China is at the center of broader concerns on Emerging Markets, and that is clearly flowing into developed markets now. Risk-aversion is palpable across markets at the start of the week, and the question for CAD watchers is what the strongest transmission mechanism to the currency is? It is believed that,the main influence on CAD should be through the commodity price channel, so oil prices are what matters most for CAD in this environment.
"In Canada, we have been patiently awaiting a rebound in activity data after the initial shock from lower oil prices that we saw in the first half of the year. The past three weeks have offered a few mildly encouraging signs (see Data Watch below), although with commodity prices crumbling, that is a moot point now.
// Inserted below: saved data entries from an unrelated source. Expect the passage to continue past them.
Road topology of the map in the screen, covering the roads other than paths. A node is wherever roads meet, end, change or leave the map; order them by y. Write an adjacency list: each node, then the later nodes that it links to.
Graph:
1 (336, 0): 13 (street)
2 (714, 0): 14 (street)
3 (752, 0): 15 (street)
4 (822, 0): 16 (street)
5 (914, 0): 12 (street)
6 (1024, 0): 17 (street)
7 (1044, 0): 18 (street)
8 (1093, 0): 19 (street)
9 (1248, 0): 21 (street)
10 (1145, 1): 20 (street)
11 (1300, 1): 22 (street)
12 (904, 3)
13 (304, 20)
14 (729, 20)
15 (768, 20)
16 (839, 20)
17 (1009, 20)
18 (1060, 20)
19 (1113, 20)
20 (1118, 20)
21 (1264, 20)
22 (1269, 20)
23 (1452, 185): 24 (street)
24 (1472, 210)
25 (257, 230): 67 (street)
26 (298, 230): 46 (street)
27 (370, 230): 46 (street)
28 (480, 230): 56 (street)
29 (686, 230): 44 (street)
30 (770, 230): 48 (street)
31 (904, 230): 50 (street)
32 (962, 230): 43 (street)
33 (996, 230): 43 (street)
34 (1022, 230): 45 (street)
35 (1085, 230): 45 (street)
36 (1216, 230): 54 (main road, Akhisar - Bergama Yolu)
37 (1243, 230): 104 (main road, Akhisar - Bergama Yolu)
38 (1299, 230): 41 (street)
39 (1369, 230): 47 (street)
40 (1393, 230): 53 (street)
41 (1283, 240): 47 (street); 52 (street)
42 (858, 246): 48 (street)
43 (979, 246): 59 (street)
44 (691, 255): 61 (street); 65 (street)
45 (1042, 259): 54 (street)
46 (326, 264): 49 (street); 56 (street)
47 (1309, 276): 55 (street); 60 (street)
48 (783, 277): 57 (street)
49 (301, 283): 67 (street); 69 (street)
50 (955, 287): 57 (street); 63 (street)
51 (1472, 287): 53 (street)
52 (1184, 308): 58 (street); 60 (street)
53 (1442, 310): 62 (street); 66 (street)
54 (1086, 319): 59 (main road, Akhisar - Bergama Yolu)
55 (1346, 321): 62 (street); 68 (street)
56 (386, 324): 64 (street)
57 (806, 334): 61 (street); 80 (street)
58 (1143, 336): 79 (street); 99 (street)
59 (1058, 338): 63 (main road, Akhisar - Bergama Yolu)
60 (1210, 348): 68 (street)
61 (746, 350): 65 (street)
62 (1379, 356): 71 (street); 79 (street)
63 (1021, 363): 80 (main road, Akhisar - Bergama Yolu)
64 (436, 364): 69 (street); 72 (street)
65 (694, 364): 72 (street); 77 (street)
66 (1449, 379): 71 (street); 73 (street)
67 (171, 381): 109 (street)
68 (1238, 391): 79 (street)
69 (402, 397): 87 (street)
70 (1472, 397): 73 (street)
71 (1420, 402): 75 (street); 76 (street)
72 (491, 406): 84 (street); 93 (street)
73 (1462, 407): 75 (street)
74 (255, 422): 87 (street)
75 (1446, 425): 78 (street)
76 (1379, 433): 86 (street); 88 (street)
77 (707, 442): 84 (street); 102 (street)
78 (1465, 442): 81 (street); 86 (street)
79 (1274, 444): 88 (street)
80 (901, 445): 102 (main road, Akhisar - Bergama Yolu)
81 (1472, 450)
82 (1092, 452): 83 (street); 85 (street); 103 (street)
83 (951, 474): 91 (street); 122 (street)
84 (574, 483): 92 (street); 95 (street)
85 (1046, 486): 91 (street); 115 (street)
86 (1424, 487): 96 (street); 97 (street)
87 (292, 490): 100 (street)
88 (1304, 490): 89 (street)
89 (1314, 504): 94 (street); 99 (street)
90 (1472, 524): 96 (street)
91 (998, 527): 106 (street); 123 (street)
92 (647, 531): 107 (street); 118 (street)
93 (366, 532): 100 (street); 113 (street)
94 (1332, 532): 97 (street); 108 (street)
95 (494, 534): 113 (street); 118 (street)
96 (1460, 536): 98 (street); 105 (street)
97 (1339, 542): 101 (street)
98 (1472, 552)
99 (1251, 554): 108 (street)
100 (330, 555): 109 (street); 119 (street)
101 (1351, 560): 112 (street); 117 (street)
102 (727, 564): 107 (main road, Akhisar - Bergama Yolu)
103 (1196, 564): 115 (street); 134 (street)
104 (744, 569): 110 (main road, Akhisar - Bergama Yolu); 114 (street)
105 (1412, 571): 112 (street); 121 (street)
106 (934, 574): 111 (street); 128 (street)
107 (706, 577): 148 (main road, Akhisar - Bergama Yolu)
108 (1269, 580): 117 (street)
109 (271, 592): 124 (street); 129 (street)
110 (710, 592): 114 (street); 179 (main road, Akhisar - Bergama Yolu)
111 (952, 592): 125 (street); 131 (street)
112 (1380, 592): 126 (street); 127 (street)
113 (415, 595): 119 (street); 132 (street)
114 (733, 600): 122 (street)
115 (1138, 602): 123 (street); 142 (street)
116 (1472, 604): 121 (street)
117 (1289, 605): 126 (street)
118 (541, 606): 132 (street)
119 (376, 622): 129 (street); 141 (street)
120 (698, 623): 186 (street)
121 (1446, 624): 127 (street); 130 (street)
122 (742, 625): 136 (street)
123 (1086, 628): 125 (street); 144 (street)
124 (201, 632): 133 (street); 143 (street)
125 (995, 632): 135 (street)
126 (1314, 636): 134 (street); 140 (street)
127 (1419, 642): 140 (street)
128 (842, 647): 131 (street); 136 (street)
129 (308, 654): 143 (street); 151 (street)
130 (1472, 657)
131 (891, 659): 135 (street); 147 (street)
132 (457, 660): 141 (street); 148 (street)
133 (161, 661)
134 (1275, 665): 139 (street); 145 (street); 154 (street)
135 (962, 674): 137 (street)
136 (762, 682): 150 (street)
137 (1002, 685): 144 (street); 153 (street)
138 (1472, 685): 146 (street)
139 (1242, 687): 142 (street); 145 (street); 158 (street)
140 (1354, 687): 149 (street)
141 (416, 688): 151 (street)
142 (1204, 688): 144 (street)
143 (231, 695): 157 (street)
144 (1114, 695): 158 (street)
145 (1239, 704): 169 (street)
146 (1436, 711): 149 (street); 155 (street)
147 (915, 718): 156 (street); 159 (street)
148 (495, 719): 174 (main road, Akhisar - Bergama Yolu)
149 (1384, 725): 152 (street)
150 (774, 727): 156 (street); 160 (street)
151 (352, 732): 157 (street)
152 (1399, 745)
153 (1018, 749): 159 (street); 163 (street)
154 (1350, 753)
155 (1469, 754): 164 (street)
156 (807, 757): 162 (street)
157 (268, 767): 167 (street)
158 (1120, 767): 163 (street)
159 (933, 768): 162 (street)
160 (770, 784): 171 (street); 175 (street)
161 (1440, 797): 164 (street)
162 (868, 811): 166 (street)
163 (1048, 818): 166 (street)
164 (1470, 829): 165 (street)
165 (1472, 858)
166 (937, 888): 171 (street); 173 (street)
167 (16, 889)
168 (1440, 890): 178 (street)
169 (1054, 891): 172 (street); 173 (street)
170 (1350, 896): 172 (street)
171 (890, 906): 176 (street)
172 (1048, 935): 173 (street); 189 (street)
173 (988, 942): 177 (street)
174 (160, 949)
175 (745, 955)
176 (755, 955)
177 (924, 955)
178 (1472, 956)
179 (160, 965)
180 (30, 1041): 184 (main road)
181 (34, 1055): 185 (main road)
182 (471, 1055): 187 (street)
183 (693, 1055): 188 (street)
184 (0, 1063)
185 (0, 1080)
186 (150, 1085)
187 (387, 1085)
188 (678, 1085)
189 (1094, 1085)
The question now is whether we will see additional drag from the energy sector in H2, and whether that implies more easing from the BoC. The market thinks it will and is now fully pricing another rate cut by Dec./Jan", notes RBC Capital.
Other than the general sense of risk aversion and direction for commodity prices, the other big macro focus to be aware of this week is the Jackson Hole Symposium-starting Thurs and running into the weekend. The focus will be on comments from key Fed and BoE members on global risk at the moment. A calm tone from either could see Fed/BoE hikes brought forward again, in a USD and GBP positive way.
"Trading-wise, the above mentioned events reaffirm our bearish view on CAD against non-commodity FX in particular. That includes especially USD, GBP, and EUR. On the commodity crosses though, we still like going long CAD vs. AUD and NZD. In AUD/CAD we look to sell rallies with a stop above 0.9750. In NZD/CAD we like selling rallies with a stop above 0.8850", says RBC Capital.